Angola: COVID-19 - Les citoyens ignorent encore l'état d'urgence

Luanda — Plusieurs centaines de citoyens sont descendus dans la rue dans différentes parties du pays, vendredi, jour où l'état d'urgence, décrété par le président de la République, est entré en vigueur pour contenir la prolifération du Covid19.

L'Angola observe depuis 00h00 du 27 mars un régime d'exception qui restreint, pendant 15 jours, les droits fondamentaux des citoyens, tels que la libre circulation et les conglomérats de population, ce qui n'est pas strictement appliqué dans tout le pays.

À la lumière du décret présidentiel qui rend possible l'état d'urgence, seules les personnes se trouvant dans les différentes situations exceptionnelles prévues par le texte juridique devraient circuler.

Entre autres mesures, la circulation des motos-taxis, la vente de biens non essentiels sur les marchés informels et la vente concentrée sur la voie publique ou dans des lieux inappropriés sont interdites par ce régime de l'état d'urgence.

Cependant, dans plusieurs rues de Luanda et dans la plupart des provinces du pays, la présence massive de citoyens, y compris des chauffeurs de motos-taxis, des enfants et des adolescents détendus, a été constatée le vendredi matin comme s'il n'y avait pas l'état d'urgence.

L'ANGOP a noté la présence d'un petit nombre de policiers et de militaires, en particulier dans les quartiers périphériques, où la plus grande population est enregistrée, avec de nombreux jeunes impliqués dans les bars, comme preuve de désobéissance de la mesure d'urgence.

Malgré les dispositions du décret présidentiel qui autorise les sorties ponctuelles des citoyens vers les établissements bancaires, les supermarchés et les pharmacies, les utilisateurs ne respectent pas les principes de base de la prévention des pandémies.

Dans le marché informel de São Paulo, district de Sambizanga, et dans d'autres de Luanda, des centaines de personnes ont exercé leurs activités normalement, y compris celles qui ne sont pas autorisées par la loi. Il en a été de même dans les marchés informels du 30, à Viana et Catinton, à Maianga. Le fonctionnement des marchés informels est autorisé, tant que le règlement présidentiel est en vigueur, de 7h00 à 13h00, mais uniquement pour les vendeurs de produits alimentaires de base et autres considérés comme essentiels.
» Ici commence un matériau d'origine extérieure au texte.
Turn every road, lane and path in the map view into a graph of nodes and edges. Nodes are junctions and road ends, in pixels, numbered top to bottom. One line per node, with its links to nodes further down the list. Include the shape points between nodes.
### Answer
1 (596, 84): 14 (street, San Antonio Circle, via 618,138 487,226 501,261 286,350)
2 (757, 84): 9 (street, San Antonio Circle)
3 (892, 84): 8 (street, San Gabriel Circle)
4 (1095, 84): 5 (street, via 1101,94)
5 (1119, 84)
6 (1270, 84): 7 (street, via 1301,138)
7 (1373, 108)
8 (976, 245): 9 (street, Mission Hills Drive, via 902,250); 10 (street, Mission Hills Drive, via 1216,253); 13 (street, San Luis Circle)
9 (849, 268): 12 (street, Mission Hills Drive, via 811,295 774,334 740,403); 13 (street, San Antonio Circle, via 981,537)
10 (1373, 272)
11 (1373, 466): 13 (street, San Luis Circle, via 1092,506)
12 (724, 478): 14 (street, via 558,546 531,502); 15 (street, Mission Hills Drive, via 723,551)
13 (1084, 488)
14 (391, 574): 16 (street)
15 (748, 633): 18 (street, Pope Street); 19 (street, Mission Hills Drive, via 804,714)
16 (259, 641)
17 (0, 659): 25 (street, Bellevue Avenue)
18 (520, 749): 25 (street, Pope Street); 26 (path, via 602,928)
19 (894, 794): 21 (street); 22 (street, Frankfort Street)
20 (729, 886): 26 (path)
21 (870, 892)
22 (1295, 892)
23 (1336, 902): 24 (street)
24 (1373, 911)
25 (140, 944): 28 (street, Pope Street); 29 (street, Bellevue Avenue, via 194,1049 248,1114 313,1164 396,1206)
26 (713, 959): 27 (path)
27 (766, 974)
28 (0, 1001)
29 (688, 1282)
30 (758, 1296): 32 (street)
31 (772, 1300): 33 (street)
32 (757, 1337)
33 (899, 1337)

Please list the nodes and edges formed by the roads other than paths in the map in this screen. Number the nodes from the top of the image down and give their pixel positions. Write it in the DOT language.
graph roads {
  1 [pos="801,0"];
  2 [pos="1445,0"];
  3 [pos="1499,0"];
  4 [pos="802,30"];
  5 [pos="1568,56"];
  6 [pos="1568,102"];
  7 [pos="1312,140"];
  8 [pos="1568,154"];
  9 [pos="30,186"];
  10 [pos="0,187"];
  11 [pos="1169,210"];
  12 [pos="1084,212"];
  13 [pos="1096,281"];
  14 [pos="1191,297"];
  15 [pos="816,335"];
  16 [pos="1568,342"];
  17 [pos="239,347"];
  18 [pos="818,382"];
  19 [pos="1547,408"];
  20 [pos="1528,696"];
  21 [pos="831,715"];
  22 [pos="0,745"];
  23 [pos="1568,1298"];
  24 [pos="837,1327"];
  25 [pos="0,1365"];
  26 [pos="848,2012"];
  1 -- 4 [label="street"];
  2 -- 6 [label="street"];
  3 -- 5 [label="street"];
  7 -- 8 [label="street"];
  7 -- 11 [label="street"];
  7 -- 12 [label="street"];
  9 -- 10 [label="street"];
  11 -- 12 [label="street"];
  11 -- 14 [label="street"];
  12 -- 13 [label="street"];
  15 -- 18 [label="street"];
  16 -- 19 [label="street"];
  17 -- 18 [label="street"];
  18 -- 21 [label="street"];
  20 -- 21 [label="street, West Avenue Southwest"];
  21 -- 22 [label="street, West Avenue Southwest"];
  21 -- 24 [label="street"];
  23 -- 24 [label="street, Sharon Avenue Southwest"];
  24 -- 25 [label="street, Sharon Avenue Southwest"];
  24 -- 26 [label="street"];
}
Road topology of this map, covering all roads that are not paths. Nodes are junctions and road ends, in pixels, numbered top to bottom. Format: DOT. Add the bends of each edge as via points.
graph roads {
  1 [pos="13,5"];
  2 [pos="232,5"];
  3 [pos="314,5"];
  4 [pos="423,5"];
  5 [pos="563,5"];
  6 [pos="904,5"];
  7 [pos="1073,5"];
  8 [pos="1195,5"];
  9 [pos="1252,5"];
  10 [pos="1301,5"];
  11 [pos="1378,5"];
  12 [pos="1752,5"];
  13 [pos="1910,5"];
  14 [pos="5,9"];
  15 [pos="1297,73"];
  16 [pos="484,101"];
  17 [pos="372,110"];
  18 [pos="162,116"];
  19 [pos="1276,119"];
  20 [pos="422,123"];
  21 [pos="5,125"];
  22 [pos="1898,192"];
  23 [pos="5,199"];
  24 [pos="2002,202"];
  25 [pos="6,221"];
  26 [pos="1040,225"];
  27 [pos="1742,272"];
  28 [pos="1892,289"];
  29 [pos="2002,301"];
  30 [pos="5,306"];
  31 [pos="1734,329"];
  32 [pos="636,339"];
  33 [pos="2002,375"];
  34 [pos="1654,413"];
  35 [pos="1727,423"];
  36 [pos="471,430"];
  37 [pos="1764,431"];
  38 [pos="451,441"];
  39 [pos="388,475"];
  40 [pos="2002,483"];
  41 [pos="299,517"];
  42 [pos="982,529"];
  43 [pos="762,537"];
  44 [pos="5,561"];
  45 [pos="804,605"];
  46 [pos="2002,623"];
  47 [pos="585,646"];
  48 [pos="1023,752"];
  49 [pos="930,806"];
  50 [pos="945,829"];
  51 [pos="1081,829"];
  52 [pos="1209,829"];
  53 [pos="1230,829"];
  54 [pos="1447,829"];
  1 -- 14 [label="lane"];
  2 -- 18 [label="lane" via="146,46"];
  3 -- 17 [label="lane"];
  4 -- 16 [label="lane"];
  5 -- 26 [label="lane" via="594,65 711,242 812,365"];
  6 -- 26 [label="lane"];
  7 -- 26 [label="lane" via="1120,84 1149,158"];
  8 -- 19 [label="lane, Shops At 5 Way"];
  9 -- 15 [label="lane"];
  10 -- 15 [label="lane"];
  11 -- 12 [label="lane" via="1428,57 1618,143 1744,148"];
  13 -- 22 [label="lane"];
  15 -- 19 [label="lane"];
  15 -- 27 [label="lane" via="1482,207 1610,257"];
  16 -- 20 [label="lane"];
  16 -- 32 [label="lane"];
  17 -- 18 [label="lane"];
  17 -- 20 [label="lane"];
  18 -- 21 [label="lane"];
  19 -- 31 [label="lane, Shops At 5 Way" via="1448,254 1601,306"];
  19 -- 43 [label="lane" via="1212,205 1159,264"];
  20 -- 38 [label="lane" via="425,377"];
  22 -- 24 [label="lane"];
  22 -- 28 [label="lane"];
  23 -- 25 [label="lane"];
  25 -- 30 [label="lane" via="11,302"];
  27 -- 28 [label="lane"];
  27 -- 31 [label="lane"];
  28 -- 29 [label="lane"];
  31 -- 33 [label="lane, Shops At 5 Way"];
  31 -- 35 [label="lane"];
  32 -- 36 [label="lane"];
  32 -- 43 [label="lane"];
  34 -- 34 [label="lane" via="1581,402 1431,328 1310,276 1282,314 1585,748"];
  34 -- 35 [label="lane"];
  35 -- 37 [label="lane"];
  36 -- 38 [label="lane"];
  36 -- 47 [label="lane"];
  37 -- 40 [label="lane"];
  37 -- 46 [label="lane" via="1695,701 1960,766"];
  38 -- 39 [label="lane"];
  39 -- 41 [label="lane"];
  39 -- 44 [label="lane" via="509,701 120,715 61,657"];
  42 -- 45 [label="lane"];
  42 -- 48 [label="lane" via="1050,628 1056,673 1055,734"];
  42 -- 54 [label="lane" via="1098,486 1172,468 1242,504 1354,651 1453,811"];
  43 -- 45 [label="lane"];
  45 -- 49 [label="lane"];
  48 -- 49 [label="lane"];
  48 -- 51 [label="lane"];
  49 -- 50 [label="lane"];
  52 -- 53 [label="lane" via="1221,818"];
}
À Cuanza Sul, le scénario est presque similaire, les chauffeurs des mototaxis exerçant leurs activités normalement, en violation de la loi. Pendant ce temps, à Huíla, une grande partie de la population est sortie dans la rue pour faire des courses «de dernière minute», en présence Agents de la police nationale et de l'armée.

Dans cette province, les responsables de l'application des lois découragent le surpeuplement des taxis et répriment la circulation des chauffeurs de motos-taxis. À Dundo, la capitale de Lunda Norte, la ville s'est également «réveillée» agitée, la population violant partiellement l'état d'urgence.

Luena, la capitale de Moxico, a également vu, depuis les premières heures de la journée, le groupe de personnes, l'une des formes de prolifération et de contagion du Covid-19.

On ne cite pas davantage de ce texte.